Metabolic Effects of Cellular Necrosis Caused by Exfoliative Toxin C (ExhC) from Mammaliicoccus sciuri.

Abstract

Exfoliative toxins (ETs) are glutamyl endopeptidases (GEPs) belonging to the chymotrypsin-like serine protease family (CLSPs), and they play crucial roles in diverse skin diseases. Specifically, exfoliative toxin C (ExhC), expressed by Mammaliicoccus sciuri, is an atypical CLSP and has been classified as a moonlighting protein due to its ability to induce necrosis in specific cell lines, inhibit the phagocytic activity of macrophages, and cause skin exfoliation in pigs and mice.
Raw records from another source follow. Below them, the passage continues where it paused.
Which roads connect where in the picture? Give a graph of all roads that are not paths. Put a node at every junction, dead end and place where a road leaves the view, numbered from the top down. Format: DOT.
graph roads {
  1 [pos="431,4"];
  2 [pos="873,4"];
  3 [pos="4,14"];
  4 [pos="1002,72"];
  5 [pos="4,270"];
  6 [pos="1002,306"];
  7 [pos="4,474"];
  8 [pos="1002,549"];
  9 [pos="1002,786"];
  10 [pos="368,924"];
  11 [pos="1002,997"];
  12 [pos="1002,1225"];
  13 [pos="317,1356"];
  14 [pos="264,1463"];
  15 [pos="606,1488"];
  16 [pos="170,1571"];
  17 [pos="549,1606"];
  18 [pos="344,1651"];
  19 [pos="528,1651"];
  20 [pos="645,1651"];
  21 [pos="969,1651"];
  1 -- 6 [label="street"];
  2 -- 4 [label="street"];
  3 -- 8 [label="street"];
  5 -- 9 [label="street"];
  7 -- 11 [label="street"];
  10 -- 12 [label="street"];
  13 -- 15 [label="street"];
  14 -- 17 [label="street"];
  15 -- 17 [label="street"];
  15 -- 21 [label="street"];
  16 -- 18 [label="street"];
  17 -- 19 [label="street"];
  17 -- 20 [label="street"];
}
The latter function is attributed to the high specificity of ExhC for porcine and murine desmoglein-1, a cadherin that contributes to cell-cell adhesion within the epidermis. Although the amino acid residues responsible for ExhC-induced necrosis have been identified, the specific cellular metabolic pathways leading to cell death remain unclear. Herein, we employed nuclear magnetic resonance (NMR) and mass spectrometry (MS) to explore the metabolic pathways affected by the necrotic activity of ExhC in the BHK-21 cell line. The metabolic profile of cells exposed to subtoxic doses of ExhC revealed significant alterations in oxidative stress protection, energy production, and gene expression pathways. The data demonstrate the potential mechanisms of action of ExhC and highlight that this toxin causes cellular damage, even at low concentrations.